The same goes for R2. However, R2 will contribute to the current through R1 as I(R2) = Vbe(T1)/R2 needs to be taken into account. If you don't want this to happen, move R2 to the left of R1 where it will still work as pull-down. Whether 10 Ω is sufficient for R2 depends on the impedance of the output stage driving into the input (R1) of your circuit). R2 needs to fulfill these conditions:
• If the output of the driver is active High (I assume 5 V as the rest of your circuit), the driver needs to be able to supply current both into the base of T1 and through R2. For a typical µC output capable of driving a few mA this is no problem.
• If th eoutput of the driver is high impedance, the value of R2 needs to be low enough such that Vbe(T1) is much less than 0.6 V (typical value for an NPN) to turn T1 securely off. Design for 0.1 V max. and you're save. If, for example, the driver's output would deliver 1 µA (just a ballpark figure as I don't know what's driving into R1), this 1 µA would drop 10 mV across R2, definitely hood enough to turn T1 off.
Hi
I have calculated the following:

Current through T2 and Green LED is 72mA
Base current for T2 = 72mA/120 = 600uA

Base resistor for R4 = T1 VCE 5V - VBE T2 0.7V
4.3/600uA = 7.1K
They have this as a 1K.

T1 Ic = 72mA + (5/10K)= 72.5mA
T1 base current is 72.5mA/200=0.362mA

T1 base resistor is 3V (GPIO) - 0.6/0.326mA=7.3K
Can I add a saturation factor of X3
Therefore 3V-0.6/(0.326mA x 3)=1K

Is my value of R2 too big? As the transistor T1 switches on at 1.1V?

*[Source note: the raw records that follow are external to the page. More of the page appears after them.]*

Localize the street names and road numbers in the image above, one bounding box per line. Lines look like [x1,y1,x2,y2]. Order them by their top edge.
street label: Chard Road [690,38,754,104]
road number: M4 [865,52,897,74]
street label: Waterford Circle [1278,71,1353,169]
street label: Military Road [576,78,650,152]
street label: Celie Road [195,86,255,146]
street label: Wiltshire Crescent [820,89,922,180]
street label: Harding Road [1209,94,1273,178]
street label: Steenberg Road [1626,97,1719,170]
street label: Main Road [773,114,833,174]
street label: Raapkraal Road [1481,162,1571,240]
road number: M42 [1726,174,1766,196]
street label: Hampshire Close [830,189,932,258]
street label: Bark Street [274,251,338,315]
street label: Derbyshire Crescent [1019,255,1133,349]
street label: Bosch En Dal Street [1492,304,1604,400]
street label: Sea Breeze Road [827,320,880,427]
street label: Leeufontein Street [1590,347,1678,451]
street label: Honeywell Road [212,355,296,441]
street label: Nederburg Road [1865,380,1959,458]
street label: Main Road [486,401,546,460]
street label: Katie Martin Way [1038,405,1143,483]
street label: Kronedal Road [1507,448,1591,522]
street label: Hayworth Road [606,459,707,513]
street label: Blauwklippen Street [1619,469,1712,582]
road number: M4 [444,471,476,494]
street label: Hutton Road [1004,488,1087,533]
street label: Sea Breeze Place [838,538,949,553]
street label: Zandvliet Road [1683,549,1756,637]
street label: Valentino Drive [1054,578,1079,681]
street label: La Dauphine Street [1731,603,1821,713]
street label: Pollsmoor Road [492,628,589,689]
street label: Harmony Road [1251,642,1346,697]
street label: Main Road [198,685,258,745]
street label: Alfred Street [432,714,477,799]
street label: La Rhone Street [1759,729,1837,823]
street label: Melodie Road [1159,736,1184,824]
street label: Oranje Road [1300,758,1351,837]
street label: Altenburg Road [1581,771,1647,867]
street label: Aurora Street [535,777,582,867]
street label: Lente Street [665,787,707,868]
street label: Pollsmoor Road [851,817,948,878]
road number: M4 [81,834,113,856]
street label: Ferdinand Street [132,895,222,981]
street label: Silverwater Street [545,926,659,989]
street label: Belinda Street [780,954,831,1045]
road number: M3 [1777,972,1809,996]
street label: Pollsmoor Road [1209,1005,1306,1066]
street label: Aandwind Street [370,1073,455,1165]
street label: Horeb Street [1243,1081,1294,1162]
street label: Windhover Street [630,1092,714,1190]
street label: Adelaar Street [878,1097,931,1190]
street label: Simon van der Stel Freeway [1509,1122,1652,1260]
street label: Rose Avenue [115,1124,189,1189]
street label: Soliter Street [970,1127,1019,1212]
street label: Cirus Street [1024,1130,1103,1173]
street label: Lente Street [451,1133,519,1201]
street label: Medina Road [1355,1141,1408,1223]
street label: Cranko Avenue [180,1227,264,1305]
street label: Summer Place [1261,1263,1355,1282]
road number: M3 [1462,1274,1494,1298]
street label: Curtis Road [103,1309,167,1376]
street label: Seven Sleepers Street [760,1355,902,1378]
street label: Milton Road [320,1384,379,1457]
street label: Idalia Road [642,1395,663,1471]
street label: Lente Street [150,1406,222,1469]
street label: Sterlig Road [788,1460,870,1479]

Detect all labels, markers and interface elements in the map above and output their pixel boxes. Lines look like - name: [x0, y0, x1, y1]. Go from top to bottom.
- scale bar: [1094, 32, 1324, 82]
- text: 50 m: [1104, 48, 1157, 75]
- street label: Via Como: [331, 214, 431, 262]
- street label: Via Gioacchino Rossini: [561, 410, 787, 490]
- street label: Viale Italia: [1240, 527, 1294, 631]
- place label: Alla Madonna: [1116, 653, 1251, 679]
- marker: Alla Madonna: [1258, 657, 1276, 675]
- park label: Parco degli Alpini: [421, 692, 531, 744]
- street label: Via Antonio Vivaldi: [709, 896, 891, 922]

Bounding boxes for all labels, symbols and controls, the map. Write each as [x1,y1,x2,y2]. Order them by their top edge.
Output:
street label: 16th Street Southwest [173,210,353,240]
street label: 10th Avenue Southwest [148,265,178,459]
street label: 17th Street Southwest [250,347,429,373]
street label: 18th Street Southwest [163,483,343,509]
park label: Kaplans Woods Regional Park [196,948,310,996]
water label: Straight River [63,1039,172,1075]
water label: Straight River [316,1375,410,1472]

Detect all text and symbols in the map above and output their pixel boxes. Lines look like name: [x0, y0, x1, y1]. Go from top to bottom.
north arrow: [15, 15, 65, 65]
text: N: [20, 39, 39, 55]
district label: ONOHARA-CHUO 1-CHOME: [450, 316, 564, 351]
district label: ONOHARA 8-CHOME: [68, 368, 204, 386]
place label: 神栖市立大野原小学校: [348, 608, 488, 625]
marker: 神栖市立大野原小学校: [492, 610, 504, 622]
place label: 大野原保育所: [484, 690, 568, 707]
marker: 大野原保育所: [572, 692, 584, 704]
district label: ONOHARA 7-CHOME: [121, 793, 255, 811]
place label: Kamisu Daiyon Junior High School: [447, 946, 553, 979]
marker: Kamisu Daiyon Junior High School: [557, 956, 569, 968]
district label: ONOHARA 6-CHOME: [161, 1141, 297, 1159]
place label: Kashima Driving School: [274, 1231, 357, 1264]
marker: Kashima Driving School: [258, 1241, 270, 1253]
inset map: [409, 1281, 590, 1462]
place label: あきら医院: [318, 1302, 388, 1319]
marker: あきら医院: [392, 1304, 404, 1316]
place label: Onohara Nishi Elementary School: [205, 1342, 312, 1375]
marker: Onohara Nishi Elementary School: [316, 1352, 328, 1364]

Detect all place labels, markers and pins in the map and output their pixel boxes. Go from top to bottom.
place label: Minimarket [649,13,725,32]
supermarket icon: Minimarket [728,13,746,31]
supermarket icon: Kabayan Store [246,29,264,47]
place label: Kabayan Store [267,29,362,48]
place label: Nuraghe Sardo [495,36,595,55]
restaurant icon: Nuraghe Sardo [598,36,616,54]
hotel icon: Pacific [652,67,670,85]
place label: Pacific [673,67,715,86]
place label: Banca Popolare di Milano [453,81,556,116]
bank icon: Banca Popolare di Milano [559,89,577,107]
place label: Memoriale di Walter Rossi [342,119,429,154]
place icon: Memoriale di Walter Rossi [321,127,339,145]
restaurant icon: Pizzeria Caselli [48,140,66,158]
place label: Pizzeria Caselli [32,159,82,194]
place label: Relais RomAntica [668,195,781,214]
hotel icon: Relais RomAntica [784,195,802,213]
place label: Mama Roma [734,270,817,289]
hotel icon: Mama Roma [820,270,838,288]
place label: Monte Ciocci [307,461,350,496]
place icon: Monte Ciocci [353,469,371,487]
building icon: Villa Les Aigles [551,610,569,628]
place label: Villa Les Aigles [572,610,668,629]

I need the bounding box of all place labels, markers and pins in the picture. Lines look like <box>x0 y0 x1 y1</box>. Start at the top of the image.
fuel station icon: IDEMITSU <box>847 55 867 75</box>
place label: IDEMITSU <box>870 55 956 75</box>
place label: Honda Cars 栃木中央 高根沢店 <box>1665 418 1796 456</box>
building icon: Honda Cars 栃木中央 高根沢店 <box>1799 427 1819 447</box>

Have I got anything wrong?

#### bertus

Moderator
Nov 8, 2019
3,268
Hello,

Are you sure about the current through the led?
Small leds will have a maximum current of about 20 mA, most times 5 to 10 mA is enough to make it good visible.

Bertus

#### Harald Kapp

##### Moderator
Moderator
Nov 17, 2011
13,651
T1 has a Vbe of ~ 0.6 V to 0.7 V. Therefore it will of course turn on at ~ 1.1 V at the input. That is usually no issue with digital outputs of e.g. a microcontroller as logic low is < 0.8 V.
If you want a threshold at a higher voltage, add series diodes into the input leading to the base of T1. Or use a comparator circuit. Not required in my opinion.

#### bertus

Moderator
Nov 8, 2019
3,268
Hello,

To have a transistor in saturation for switching, it is a common use that the base current is about 1/10 of the collector current.
Some times for small transistors a base current of 1/20 of the collector current is used.
That is why you will see a 1K resistor in stead of the calculated 7.1 K resistor.

Bertus

#### Harald Kapp

##### Moderator
Moderator
Nov 17, 2011
13,651
Current through T2 and Green LED is 72mA
That would be to much for an LED and ignores the current through the relay coil.
Base resistor for R4 = T1 VCE 5V - VBE T2 0.7V
4.3/600uA = 7.1K
They have this as a 1K.
Perfect for saturating T2 as long swicthing speed is og no concern - which it i not here.
T1 Ic = 72mA + (5/10K)= 72.5mA
• Where do you take the 72 mA from?
• 5/10k is not a current but a conductance (1/Ω). You cannot add current and conductance. You surely mean (5 V / 10 kΩ). Take care of your units. Having them in the equation is often helpful in identifying errors, easily spotted when units don't match.
Can I add a saturation factor of X3
3 times is good, 2 times would be sufficient, too, and reduce power dissipation a bit.

#### Rajinder

Jan 30, 2016
568
That would be to much for an LED and ignores the current through the relay coil.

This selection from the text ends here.